WHAT YOU NEED TO DO: With the images left out, print every entry that follows exactly.
◆ ◆ ◆ ◆ ◆
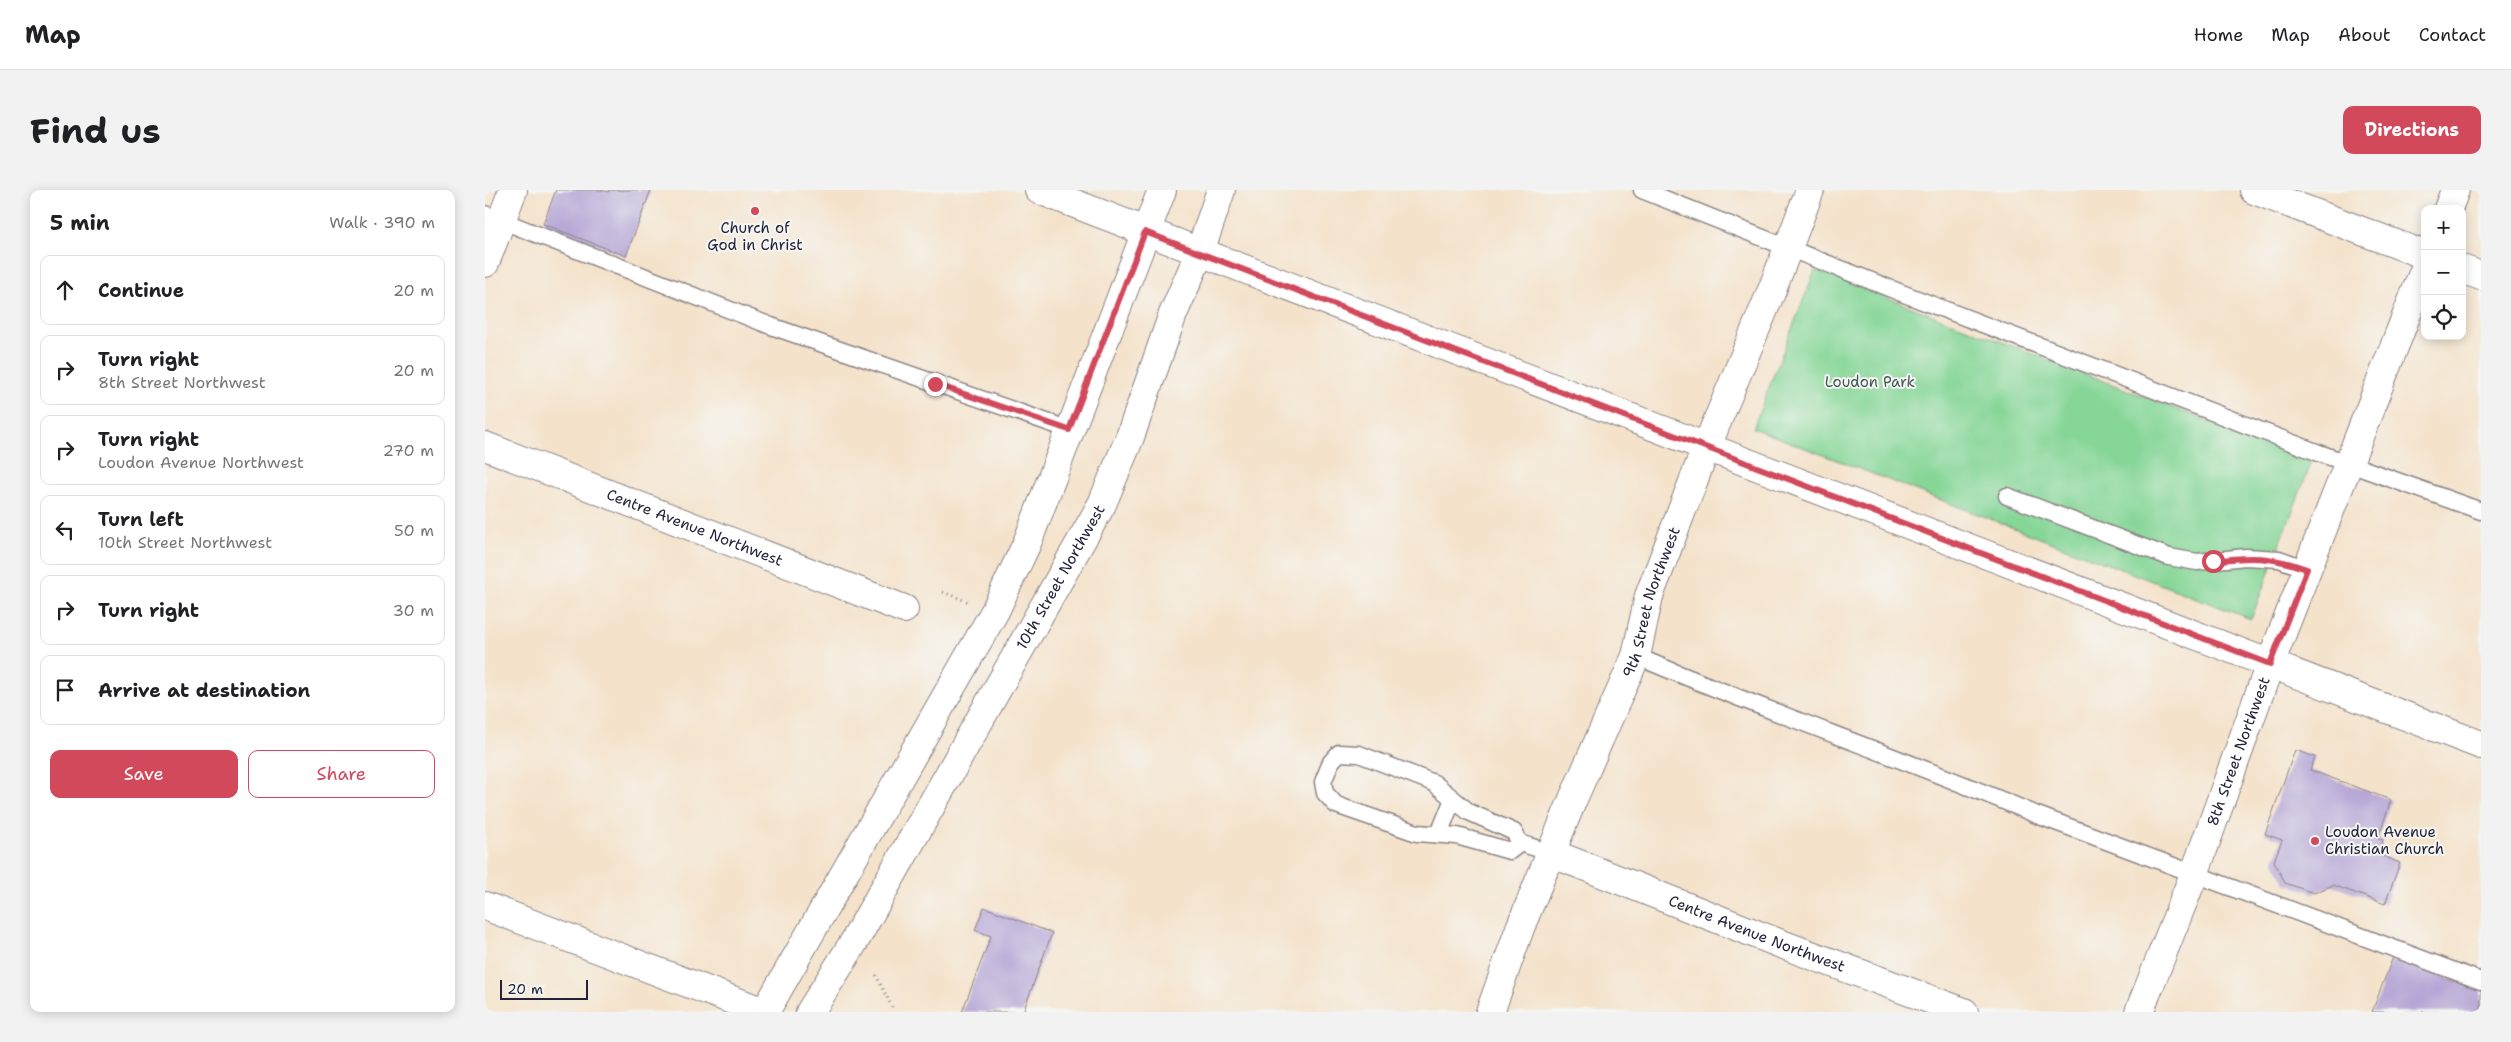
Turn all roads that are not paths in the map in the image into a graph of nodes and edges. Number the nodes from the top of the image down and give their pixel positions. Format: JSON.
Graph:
{"nodes":[{"id":1,"x":513,"y":190,"type":"edge"},
{"id":2,"x":1039,"y":190,"type":"edge"},
{"id":3,"x":1162,"y":190,"type":"edge"},
{"id":4,"x":1221,"y":190,"type":"edge"},
{"id":5,"x":1642,"y":190,"type":"edge"},
{"id":6,"x":1810,"y":190,"type":"edge"},
{"id":7,"x":2254,"y":190,"type":"edge"},
{"id":8,"x":2455,"y":190,"type":"edge"},
{"id":9,"x":2449,"y":205,"type":"edge"},
{"id":10,"x":493,"y":217,"type":"edge"},
{"id":11,"x":1145,"y":232,"type":"junction"},
{"id":12,"x":1788,"y":247,"type":"junction"},
{"id":13,"x":1200,"y":252,"type":"junction"},
{"id":14,"x":2421,"y":253,"type":"edge"},
{"id":15,"x":485,"y":263,"type":"edge"},
{"id":16,"x":2466,"y":270,"type":"edge"},
{"id":17,"x":2481,"y":276,"type":"edge"},
{"id":18,"x":2421,"y":278,"type":"edge"},
{"id":19,"x":1069,"y":430,"type":"junction"},
{"id":20,"x":485,"y":446,"type":"edge"},
{"id":21,"x":1706,"y":448,"type":"junction"},
{"id":22,"x":2348,"y":463,"type":"junction"},
{"id":23,"x":2007,"y":496,"type":"dead end"},
{"id":24,"x":2481,"y":511,"type":"edge"},
{"id":25,"x":2307,"y":569,"type":"junction"},
{"id":26,"x":904,"y":609,"type":"dead end"},
{"id":27,"x":1637,"y":656,"type":"junction"},
{"id":28,"x":2270,"y":664,"type":"junction"},
{"id":29,"x":2481,"y":745,"type":"edge"},
{"id":30,"x":1453,"y":800,"type":"junction"},
{"id":31,"x":1439,"y":834,"type":"junction"},
{"id":32,"x":1520,"y":843,"type":"junction"},
{"id":33,"x":1551,"y":853,"type":"junction"},
{"id":34,"x":2195,"y":872,"type":"junction"},
{"id":35,"x":485,"y":906,"type":"edge"},
{"id":36,"x":2481,"y":981,"type":"edge"},
{"id":37,"x":764,"y":1012,"type":"edge"},
{"id":38,"x":810,"y":1012,"type":"edge"},
{"id":39,"x":1490,"y":1012,"type":"edge"},
{"id":40,"x":1964,"y":1012,"type":"edge"},
{"id":41,"x":2139,"y":1012,"type":"edge"}],
"edges":[{"from":1,"to":10,"type":"street"},
{"from":2,"to":11,"type":"street"},
{"from":3,"to":11,"type":"street"},
{"from":4,"to":13,"type":"street","name":"10th Street Northwest"},
{"from":5,"to":12,"type":"lane"},
{"from":6,"to":12,"type":"street","name":"9th Street Northwest"},
{"from":7,"to":14,"type":"street"},
{"from":8,"to":9,"type":"street"},
{"from":10,"to":15,"type":"street"},
{"from":10,"to":19,"type":"lane"},
{"from":11,"to":13,"type":"street"},
{"from":11,"to":19,"type":"street"},
{"from":12,"to":21,"type":"street","name":"9th Street Northwest"},
{"from":12,"to":22,"type":"lane"},
{"from":13,"to":21,"type":"street"},
{"from":13,"to":38,"type":"street","name":"10th Street Northwest"},
{"from":16,"to":17,"type":"street"},
{"from":18,"to":22,"type":"street","name":"8th Street Northwest"},
{"from":19,"to":37,"type":"street"},
{"from":20,"to":26,"type":"street","name":"Centre Avenue Northwest"},
{"from":21,"to":27,"type":"street","name":"9th Street Northwest"},
{"from":21,"to":28,"type":"street"},
{"from":22,"to":24,"type":"lane"},
{"from":22,"to":25,"type":"street","name":"8th Street Northwest"},
{"from":23,"to":25,"type":"lane"},
{"from":25,"to":28,"type":"street","name":"8th Street Northwest"},
{"from":27,"to":33,"type":"street","name":"9th Street Northwest"},
{"from":27,"to":34,"type":"lane"},
{"from":28,"to":29,"type":"street"},
{"from":28,"to":34,"type":"street","name":"8th Street Northwest"},
{"from":30,"to":31,"type":"lane"},
{"from":30,"to":31,"type":"lane"},
{"from":30,"to":32,"type":"lane"},
{"from":31,"to":32,"type":"lane"},
{"from":32,"to":33,"type":"lane"},
{"from":33,"to":39,"type":"street","name":"9th Street Northwest"},
{"from":33,"to":40,"type":"street","name":"Centre Avenue Northwest"},
{"from":34,"to":36,"type":"lane"},
{"from":34,"to":41,"type":"street","name":"8th Street Northwest"},
{"from":35,"to":37,"type":"street"}]}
◆ ◆ ◆ ◆ ◆
WRITTEN RESPONSE:
Turn all roads that are not paths in the map in the image into a graph of nodes and edges. Number the nodes from the top of the image down and give their pixel positions. Format: JSON.
Graph:
{"nodes":[{"id":1,"x":513,"y":190,"type":"edge"},
{"id":2,"x":1039,"y":190,"type":"edge"},
{"id":3,"x":1162,"y":190,"type":"edge"},
{"id":4,"x":1221,"y":190,"type":"edge"},
{"id":5,"x":1642,"y":190,"type":"edge"},
{"id":6,"x":1810,"y":190,"type":"edge"},
{"id":7,"x":2254,"y":190,"type":"edge"},
{"id":8,"x":2455,"y":190,"type":"edge"},
{"id":9,"x":2449,"y":205,"type":"edge"},
{"id":10,"x":493,"y":217,"type":"edge"},
{"id":11,"x":1145,"y":232,"type":"junction"},
{"id":12,"x":1788,"y":247,"type":"junction"},
{"id":13,"x":1200,"y":252,"type":"junction"},
{"id":14,"x":2421,"y":253,"type":"edge"},
{"id":15,"x":485,"y":263,"type":"edge"},
{"id":16,"x":2466,"y":270,"type":"edge"},
{"id":17,"x":2481,"y":276,"type":"edge"},
{"id":18,"x":2421,"y":278,"type":"edge"},
{"id":19,"x":1069,"y":430,"type":"junction"},
{"id":20,"x":485,"y":446,"type":"edge"},
{"id":21,"x":1706,"y":448,"type":"junction"},
{"id":22,"x":2348,"y":463,"type":"junction"},
{"id":23,"x":2007,"y":496,"type":"dead end"},
{"id":24,"x":2481,"y":511,"type":"edge"},
{"id":25,"x":2307,"y":569,"type":"junction"},
{"id":26,"x":904,"y":609,"type":"dead end"},
{"id":27,"x":1637,"y":656,"type":"junction"},
{"id":28,"x":2270,"y":664,"type":"junction"},
{"id":29,"x":2481,"y":745,"type":"edge"},
{"id":30,"x":1453,"y":800,"type":"junction"},
{"id":31,"x":1439,"y":834,"type":"junction"},
{"id":32,"x":1520,"y":843,"type":"junction"},
{"id":33,"x":1551,"y":853,"type":"junction"},
{"id":34,"x":2195,"y":872,"type":"junction"},
{"id":35,"x":485,"y":906,"type":"edge"},
{"id":36,"x":2481,"y":981,"type":"edge"},
{"id":37,"x":764,"y":1012,"type":"edge"},
{"id":38,"x":810,"y":1012,"type":"edge"},
{"id":39,"x":1490,"y":1012,"type":"edge"},
{"id":40,"x":1964,"y":1012,"type":"edge"},
{"id":41,"x":2139,"y":1012,"type":"edge"}],
"edges":[{"from":1,"to":10,"type":"street"},
{"from":2,"to":11,"type":"street"},
{"from":3,"to":11,"type":"street"},
{"from":4,"to":13,"type":"street","name":"10th Street Northwest"},
{"from":5,"to":12,"type":"lane"},
{"from":6,"to":12,"type":"street","name":"9th Street Northwest"},
{"from":7,"to":14,"type":"street"},
{"from":8,"to":9,"type":"street"},
{"from":10,"to":15,"type":"street"},
{"from":10,"to":19,"type":"lane"},
{"from":11,"to":13,"type":"street"},
{"from":11,"to":19,"type":"street"},
{"from":12,"to":21,"type":"street","name":"9th Street Northwest"},
{"from":12,"to":22,"type":"lane"},
{"from":13,"to":21,"type":"street"},
{"from":13,"to":38,"type":"street","name":"10th Street Northwest"},
{"from":16,"to":17,"type":"street"},
{"from":18,"to":22,"type":"street","name":"8th Street Northwest"},
{"from":19,"to":37,"type":"street"},
{"from":20,"to":26,"type":"street","name":"Centre Avenue Northwest"},
{"from":21,"to":27,"type":"street","name":"9th Street Northwest"},
{"from":21,"to":28,"type":"street"},
{"from":22,"to":24,"type":"lane"},
{"from":22,"to":25,"type":"street","name":"8th Street Northwest"},
{"from":23,"to":25,"type":"lane"},
{"from":25,"to":28,"type":"street","name":"8th Street Northwest"},
{"from":27,"to":33,"type":"street","name":"9th Street Northwest"},
{"from":27,"to":34,"type":"lane"},
{"from":28,"to":29,"type":"street"},
{"from":28,"to":34,"type":"street","name":"8th Street Northwest"},
{"from":30,"to":31,"type":"lane"},
{"from":30,"to":31,"type":"lane"},
{"from":30,"to":32,"type":"lane"},
{"from":31,"to":32,"type":"lane"},
{"from":32,"to":33,"type":"lane"},
{"from":33,"to":39,"type":"street","name":"9th Street Northwest"},
{"from":33,"to":40,"type":"street","name":"Centre Avenue Northwest"},
{"from":34,"to":36,"type":"lane"},
{"from":34,"to":41,"type":"street","name":"8th Street Northwest"},
{"from":35,"to":37,"type":"street"}]}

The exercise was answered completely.